*TASK*. Give back the full listing exactly as written.

*AVAILABLE DATA*.
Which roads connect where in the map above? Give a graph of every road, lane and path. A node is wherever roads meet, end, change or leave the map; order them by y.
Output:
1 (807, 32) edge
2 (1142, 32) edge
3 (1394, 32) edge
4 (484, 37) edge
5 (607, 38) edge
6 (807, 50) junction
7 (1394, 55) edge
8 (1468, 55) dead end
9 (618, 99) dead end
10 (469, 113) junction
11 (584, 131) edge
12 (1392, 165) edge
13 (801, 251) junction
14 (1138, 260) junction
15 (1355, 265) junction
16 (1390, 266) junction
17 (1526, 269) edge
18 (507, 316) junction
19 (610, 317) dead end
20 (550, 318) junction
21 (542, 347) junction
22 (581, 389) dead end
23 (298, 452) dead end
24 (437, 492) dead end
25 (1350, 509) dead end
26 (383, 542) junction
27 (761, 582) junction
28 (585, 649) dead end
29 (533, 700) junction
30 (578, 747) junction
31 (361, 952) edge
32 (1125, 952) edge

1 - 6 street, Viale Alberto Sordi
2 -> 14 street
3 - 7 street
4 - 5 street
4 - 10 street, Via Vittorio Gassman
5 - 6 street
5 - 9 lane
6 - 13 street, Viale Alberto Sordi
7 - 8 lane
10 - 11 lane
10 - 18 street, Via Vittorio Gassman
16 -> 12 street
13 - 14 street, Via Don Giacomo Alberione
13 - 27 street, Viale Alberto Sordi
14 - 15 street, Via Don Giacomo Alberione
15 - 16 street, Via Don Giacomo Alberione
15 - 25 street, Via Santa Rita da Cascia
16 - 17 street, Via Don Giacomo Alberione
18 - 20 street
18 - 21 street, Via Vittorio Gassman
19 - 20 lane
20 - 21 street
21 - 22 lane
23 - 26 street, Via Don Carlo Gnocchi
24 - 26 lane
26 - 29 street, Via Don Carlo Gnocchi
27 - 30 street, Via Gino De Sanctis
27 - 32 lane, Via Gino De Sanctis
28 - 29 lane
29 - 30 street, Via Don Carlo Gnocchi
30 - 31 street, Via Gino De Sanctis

*RESPONSE*.
Which roads connect where in the map above? Give a graph of every road, lane and path. A node is wherever roads meet, end, change or leave the map; order them by y.
Output:
1 (807, 32) edge
2 (1142, 32) edge
3 (1394, 32) edge
4 (484, 37) edge
5 (607, 38) edge
6 (807, 50) junction
7 (1394, 55) edge
8 (1468, 55) dead end
9 (618, 99) dead end
10 (469, 113) junction
11 (584, 131) edge
12 (1392, 165) edge
13 (801, 251) junction
14 (1138, 260) junction
15 (1355, 265) junction
16 (1390, 266) junction
17 (1526, 269) edge
18 (507, 316) junction
19 (610, 317) dead end
20 (550, 318) junction
21 (542, 347) junction
22 (581, 389) dead end
23 (298, 452) dead end
24 (437, 492) dead end
25 (1350, 509) dead end
26 (383, 542) junction
27 (761, 582) junction
28 (585, 649) dead end
29 (533, 700) junction
30 (578, 747) junction
31 (361, 952) edge
32 (1125, 952) edge

1 - 6 street, Viale Alberto Sordi
2 -> 14 street
3 - 7 street
4 - 5 street
4 - 10 street, Via Vittorio Gassman
5 - 6 street
5 - 9 lane
6 - 13 street, Viale Alberto Sordi
7 - 8 lane
10 - 11 lane
10 - 18 street, Via Vittorio Gassman
16 -> 12 street
13 - 14 street, Via Don Giacomo Alberione
13 - 27 street, Viale Alberto Sordi
14 - 15 street, Via Don Giacomo Alberione
15 - 16 street, Via Don Giacomo Alberione
15 - 25 street, Via Santa Rita da Cascia
16 - 17 street, Via Don Giacomo Alberione
18 - 20 street
18 - 21 street, Via Vittorio Gassman
19 - 20 lane
20 - 21 street
21 - 22 lane
23 - 26 street, Via Don Carlo Gnocchi
24 - 26 lane
26 - 29 street, Via Don Carlo Gnocchi
27 - 30 street, Via Gino De Sanctis
27 - 32 lane, Via Gino De Sanctis
28 - 29 lane
29 - 30 street, Via Don Carlo Gnocchi
30 - 31 street, Via Gino De Sanctis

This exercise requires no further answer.